----- SUPPLIED DATA -----

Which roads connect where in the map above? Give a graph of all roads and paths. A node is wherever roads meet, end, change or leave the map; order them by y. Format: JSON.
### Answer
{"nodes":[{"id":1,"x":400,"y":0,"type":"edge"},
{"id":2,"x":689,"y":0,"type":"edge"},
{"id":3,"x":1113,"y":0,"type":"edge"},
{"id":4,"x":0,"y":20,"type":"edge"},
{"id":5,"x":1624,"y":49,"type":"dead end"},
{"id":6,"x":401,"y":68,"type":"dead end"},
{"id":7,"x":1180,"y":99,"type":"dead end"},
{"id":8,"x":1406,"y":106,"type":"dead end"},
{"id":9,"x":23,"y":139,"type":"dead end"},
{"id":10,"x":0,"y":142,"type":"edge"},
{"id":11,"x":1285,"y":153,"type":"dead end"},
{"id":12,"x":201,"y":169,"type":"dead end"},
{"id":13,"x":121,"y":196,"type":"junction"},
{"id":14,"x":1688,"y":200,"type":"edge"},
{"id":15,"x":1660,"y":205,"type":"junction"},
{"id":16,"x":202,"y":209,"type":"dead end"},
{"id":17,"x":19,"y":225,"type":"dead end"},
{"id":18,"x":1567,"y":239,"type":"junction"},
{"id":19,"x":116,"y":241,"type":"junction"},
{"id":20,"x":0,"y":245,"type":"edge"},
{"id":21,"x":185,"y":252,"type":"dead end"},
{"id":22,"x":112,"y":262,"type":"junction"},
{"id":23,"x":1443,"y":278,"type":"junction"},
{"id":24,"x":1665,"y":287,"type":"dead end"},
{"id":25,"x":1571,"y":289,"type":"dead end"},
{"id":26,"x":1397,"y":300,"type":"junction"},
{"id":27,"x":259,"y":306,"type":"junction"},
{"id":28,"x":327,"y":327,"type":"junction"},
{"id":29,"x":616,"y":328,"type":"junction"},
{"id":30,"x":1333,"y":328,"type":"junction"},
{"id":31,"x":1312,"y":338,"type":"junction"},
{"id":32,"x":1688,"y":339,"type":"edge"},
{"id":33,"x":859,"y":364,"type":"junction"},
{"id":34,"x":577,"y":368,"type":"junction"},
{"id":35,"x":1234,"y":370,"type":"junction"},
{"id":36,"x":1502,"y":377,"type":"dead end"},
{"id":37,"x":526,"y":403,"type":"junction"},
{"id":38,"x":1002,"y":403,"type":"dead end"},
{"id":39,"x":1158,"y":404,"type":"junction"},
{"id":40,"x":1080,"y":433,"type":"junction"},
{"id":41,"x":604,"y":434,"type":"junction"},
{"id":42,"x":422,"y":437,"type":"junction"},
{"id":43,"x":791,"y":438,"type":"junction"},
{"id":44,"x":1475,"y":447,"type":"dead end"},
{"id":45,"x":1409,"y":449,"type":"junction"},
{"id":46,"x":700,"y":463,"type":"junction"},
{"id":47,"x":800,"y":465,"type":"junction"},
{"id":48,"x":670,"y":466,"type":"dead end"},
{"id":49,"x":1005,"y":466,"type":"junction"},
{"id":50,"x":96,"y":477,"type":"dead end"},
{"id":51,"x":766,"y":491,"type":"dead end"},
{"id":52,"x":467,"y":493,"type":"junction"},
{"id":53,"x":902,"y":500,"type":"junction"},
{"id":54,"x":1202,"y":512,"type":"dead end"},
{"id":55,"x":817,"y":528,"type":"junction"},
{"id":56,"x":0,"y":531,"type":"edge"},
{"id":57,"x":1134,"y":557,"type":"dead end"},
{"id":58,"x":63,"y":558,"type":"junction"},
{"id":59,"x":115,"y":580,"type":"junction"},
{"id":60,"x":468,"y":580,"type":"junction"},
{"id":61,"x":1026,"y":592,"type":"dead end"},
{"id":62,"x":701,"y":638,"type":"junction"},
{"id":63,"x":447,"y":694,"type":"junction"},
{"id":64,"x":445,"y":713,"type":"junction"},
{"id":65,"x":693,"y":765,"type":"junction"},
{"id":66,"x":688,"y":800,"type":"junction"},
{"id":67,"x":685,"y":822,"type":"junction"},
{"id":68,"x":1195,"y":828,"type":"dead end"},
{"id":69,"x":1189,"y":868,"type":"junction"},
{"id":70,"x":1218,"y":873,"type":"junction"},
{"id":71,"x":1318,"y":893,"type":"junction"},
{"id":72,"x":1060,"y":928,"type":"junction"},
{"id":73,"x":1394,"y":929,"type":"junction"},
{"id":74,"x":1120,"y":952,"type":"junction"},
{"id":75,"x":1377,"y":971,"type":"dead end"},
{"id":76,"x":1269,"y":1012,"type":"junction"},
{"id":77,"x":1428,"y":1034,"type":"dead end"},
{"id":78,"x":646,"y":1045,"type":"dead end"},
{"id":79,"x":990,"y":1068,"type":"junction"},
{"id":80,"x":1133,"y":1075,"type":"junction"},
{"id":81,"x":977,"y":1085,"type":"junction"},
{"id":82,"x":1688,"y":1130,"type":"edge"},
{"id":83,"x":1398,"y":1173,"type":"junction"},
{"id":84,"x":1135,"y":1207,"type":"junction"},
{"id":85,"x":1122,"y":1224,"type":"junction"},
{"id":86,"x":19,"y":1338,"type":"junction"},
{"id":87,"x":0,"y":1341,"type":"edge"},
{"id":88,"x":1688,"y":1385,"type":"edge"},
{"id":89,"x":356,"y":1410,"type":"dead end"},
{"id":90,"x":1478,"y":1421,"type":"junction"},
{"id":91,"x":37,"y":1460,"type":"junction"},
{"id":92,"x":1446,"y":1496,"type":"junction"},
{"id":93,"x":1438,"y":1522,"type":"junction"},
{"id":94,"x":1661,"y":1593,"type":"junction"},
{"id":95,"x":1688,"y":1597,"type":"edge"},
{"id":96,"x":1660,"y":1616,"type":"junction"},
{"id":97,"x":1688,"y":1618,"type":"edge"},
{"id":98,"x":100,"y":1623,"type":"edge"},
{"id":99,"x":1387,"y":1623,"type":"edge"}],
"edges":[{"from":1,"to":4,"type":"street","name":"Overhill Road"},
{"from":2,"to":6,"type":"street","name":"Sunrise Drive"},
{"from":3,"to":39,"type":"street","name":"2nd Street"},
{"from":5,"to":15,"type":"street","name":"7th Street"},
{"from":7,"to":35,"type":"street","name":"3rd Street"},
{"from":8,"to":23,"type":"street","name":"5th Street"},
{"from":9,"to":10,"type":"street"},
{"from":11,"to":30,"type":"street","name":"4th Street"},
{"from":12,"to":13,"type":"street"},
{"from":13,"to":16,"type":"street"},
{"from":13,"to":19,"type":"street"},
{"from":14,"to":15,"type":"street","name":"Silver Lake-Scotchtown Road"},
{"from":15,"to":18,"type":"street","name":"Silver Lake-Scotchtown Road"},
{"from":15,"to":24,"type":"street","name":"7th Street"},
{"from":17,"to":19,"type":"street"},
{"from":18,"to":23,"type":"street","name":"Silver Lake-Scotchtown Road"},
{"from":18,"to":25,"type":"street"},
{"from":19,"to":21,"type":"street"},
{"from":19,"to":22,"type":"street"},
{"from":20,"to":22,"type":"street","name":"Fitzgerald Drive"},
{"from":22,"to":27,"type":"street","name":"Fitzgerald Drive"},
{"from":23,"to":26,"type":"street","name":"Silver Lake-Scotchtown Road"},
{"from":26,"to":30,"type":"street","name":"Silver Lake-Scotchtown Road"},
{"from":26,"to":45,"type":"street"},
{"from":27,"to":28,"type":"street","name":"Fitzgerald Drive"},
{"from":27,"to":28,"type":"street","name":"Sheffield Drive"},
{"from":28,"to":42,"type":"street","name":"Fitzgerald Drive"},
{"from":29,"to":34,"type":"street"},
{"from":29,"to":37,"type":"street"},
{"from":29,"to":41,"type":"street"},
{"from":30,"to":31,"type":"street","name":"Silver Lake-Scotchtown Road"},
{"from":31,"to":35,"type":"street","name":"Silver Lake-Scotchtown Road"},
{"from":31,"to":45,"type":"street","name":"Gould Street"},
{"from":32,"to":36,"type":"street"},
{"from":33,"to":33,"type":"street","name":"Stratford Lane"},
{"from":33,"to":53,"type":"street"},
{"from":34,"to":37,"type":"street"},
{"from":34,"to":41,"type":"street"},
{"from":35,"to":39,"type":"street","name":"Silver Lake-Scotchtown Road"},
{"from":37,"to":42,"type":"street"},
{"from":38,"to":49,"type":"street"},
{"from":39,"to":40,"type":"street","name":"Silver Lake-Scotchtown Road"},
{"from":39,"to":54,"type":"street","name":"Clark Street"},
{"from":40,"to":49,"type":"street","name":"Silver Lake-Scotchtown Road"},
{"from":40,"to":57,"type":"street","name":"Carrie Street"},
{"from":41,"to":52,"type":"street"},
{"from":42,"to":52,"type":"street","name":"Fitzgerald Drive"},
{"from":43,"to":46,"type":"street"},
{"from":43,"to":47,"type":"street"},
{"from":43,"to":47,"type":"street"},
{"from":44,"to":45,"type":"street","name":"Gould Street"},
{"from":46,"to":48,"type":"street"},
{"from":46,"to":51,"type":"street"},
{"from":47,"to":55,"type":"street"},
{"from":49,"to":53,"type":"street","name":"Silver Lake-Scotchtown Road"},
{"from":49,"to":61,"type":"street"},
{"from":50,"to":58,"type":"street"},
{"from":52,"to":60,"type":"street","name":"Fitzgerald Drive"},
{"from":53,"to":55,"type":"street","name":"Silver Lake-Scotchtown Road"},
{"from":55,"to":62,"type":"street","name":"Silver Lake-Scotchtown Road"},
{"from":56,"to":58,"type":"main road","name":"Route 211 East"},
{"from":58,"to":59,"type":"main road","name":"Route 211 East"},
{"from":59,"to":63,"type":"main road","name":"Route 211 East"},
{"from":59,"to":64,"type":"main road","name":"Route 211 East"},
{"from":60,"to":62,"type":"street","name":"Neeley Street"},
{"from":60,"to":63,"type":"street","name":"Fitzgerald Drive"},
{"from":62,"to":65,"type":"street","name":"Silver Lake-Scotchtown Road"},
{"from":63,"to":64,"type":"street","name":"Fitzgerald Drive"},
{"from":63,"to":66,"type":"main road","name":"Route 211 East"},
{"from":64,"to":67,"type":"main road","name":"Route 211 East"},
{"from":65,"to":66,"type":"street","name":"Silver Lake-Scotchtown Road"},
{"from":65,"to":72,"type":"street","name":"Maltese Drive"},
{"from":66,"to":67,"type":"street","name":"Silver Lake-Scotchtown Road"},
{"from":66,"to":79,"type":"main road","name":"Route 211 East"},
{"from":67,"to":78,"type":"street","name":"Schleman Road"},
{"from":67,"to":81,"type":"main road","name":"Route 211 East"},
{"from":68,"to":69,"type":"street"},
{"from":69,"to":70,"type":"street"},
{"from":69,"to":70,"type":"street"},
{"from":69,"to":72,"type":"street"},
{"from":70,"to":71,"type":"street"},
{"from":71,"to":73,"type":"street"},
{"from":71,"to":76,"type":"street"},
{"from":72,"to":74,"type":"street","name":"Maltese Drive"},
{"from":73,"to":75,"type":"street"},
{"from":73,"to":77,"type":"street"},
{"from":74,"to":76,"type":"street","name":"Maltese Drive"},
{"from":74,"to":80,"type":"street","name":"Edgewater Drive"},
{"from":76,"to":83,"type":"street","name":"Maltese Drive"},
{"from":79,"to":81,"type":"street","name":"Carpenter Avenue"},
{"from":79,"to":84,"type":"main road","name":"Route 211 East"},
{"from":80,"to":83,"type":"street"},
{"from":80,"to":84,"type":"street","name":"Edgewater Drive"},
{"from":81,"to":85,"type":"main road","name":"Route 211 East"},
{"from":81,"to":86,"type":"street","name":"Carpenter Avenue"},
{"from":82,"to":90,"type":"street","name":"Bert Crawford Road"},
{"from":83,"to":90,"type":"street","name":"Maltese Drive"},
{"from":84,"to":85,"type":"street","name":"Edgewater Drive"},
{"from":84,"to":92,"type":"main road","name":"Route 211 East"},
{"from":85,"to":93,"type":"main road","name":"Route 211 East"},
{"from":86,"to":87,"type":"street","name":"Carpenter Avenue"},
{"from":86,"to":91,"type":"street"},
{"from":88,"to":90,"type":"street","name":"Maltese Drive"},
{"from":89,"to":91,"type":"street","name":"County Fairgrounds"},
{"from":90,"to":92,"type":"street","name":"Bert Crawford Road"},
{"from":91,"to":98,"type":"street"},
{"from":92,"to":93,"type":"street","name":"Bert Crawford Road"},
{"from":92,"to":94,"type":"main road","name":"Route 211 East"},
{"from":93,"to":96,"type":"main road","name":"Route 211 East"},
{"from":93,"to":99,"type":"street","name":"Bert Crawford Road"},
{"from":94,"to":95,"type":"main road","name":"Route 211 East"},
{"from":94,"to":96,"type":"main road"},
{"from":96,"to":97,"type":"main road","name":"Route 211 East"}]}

-----

▶ **EXERCISE GOAL**
If a line in the records has the word "Carpenter", copy that line.

▶ **RESPONSE**
{"from":79,"to":81,"type":"street","name":"Carpenter Avenue"},
{"from":81,"to":86,"type":"street","name":"Carpenter Avenue"},
{"from":86,"to":87,"type":"street","name":"Carpenter Avenue"},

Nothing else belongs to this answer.